Sukabumi – Meski perayaan Idul Adha 2025 telah berlalu, nilai-nilai yang terkandung di dalamnya tetap relevan dan layak untuk terus diresapi. Ibadah kurban bukan hanya sebatas tradisi keagamaan, melainkan juga mengandung pesan mendalam tentang kemanusiaan, persaudaraan, dan keikhlasan untuk berbagi demi kepentingan bersama.
Dr. M. Najih Arromadloni, M.Ag., dari Lembaga Kajian dan Pengembangan Sumber Daya Manusia (Lakpesdam) PBNU, menekankan bahwa kurban tidak hanya penting dalam konteks ajaran Islam, tetapi juga mampu membangun jembatan solidaritas antarumat beragama di Indonesia. Ia menuturkan, ada sejumlah contoh di mana umat non-Muslim turut ambil bagian dalam kegiatan kurban, baik dengan menyumbangkan hewan maupun membantu dalam proses distribusi daging kepada masyarakat.
“Inti dari kurban bukan semata soal menyembelih hewan, tetapi menyembelih ego. Di tengah keberagaman bangsa ini—baik dari sisi agama, budaya, maupun pandangan hidup—dibutuhkan kerendahan hati untuk saling menghargai dan menahan diri,” ujar Gus Najih, sapaan akrabnya, dalam sebuah diskusi publik di Sukabumi pada Kamis (12/6/2025).
Menurut Gus Najih, pengorbanan ego adalah kunci untuk menciptakan kehidupan sosial yang harmonis. Ketika individu atau kelompok merasa paling benar atau lebih unggul dibanding yang lain, benih konflik akan mudah tumbuh. Sebaliknya, sikap saling menghormati dan kesediaan untuk berbagi peran menjadi fondasi bagi terciptanya masyarakat yang rukun dan damai.
Dalam konteks kebangsaan, Gus Najih melihat ibadah kurban sebagai cerminan semangat gotong royong dan solidaritas yang menjadi jati diri bangsa Indonesia. Ia mengajak seluruh elemen masyarakat untuk menumbuhkan kesadaran berkorban demi kemajuan bersama, sesuai peran dan kemampuan masing-masing.
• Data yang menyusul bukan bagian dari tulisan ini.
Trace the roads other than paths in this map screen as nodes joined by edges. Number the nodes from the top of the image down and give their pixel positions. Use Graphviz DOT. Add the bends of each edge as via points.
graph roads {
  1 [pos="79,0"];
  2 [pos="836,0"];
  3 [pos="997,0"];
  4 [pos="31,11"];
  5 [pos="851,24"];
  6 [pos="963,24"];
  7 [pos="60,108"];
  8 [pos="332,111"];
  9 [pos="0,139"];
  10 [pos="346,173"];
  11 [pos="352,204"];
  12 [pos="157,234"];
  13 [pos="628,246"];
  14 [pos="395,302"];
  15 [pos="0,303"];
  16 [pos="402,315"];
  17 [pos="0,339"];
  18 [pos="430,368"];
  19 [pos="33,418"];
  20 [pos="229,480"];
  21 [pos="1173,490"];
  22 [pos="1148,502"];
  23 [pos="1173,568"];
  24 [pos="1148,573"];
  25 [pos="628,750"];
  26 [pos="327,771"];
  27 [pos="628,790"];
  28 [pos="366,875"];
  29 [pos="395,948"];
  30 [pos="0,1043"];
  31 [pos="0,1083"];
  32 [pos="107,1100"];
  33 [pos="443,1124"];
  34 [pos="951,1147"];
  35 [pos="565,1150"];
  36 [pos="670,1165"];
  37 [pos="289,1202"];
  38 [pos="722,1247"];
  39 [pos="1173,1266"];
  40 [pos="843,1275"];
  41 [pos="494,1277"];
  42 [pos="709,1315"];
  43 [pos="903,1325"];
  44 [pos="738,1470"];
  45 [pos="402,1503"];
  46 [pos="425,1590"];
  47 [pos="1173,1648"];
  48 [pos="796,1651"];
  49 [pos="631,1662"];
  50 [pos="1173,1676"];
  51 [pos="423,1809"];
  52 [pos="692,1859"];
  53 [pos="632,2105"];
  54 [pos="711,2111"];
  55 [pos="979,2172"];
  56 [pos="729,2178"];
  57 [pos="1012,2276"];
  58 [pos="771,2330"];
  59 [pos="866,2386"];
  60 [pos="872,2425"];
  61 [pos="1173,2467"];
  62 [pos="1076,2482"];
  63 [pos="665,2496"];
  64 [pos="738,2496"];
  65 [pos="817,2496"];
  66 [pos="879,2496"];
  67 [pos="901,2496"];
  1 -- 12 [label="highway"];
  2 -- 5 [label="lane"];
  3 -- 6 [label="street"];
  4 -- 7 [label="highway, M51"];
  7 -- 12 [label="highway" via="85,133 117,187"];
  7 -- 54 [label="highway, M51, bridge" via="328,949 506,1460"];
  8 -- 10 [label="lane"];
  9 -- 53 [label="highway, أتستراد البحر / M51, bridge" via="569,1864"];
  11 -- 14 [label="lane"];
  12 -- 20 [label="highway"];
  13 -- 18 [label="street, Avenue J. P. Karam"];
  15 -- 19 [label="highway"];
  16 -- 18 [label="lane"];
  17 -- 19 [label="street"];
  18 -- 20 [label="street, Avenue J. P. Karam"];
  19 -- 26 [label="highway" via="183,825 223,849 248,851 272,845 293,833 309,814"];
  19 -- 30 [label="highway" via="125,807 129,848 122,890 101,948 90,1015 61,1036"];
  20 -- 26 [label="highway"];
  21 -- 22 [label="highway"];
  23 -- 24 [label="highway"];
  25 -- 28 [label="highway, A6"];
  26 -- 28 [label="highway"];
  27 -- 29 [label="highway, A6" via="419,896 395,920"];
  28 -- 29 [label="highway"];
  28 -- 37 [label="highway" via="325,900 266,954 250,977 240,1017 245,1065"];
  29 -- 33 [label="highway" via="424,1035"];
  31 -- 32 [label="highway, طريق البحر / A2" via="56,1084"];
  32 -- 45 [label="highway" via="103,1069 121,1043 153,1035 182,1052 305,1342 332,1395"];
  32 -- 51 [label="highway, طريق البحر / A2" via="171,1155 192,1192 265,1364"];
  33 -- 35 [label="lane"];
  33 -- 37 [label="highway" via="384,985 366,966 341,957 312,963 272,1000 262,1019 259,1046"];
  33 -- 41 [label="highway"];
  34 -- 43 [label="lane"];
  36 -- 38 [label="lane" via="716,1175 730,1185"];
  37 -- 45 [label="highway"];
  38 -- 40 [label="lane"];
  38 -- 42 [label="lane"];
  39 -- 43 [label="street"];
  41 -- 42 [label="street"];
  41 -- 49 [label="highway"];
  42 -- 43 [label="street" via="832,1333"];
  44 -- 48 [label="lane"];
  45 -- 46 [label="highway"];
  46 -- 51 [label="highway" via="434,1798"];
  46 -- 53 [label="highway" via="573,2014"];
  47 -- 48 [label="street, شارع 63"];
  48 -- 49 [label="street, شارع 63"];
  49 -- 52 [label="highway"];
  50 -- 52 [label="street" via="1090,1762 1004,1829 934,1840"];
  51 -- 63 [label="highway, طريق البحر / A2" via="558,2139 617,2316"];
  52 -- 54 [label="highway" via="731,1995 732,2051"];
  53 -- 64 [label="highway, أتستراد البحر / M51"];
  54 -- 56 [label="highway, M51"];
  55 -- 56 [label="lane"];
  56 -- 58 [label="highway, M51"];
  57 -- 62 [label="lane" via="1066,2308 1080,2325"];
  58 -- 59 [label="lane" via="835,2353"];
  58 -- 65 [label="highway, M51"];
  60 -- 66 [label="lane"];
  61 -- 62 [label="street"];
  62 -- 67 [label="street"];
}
Ia juga menilai terbukanya masyarakat dalam menggelar kurban secara inklusif di berbagai daerah menunjukkan kuatnya semangat Pancasila sebagai dasar negara yang menjunjung tinggi nilai kebersamaan dan toleransi.
“Kita harus bersyukur memiliki Pancasila sebagai fondasi yang mempersatukan perbedaan. Perayaan seperti Idul Adha sepatutnya menjadi momen untuk memperkuat nilai-nilai kebangsaan, bukan sekadar ritual keagamaan,” jelasnya.
Menutup pernyataannya, Gus Najih mengajak masyarakat untuk melihat ibadah kurban secara lebih luas. Bagi beliau, kurban merupakan simbol kesiapan seseorang untuk memberi yang terbaik—bukan hanya dalam bentuk materi, tetapi juga pemikiran, waktu, dan tenaga—demi kebaikan sesama dan masa depan bangsa.
“Segala sesuatu yang kita cintai bisa menjadi bentuk pengorbanan. Bahkan menyumbangkan ide dan kerja keras untuk masyarakat pun adalah kurban. Itulah esensi sebenarnya dari semangat Idul Adha,” pungkasnya.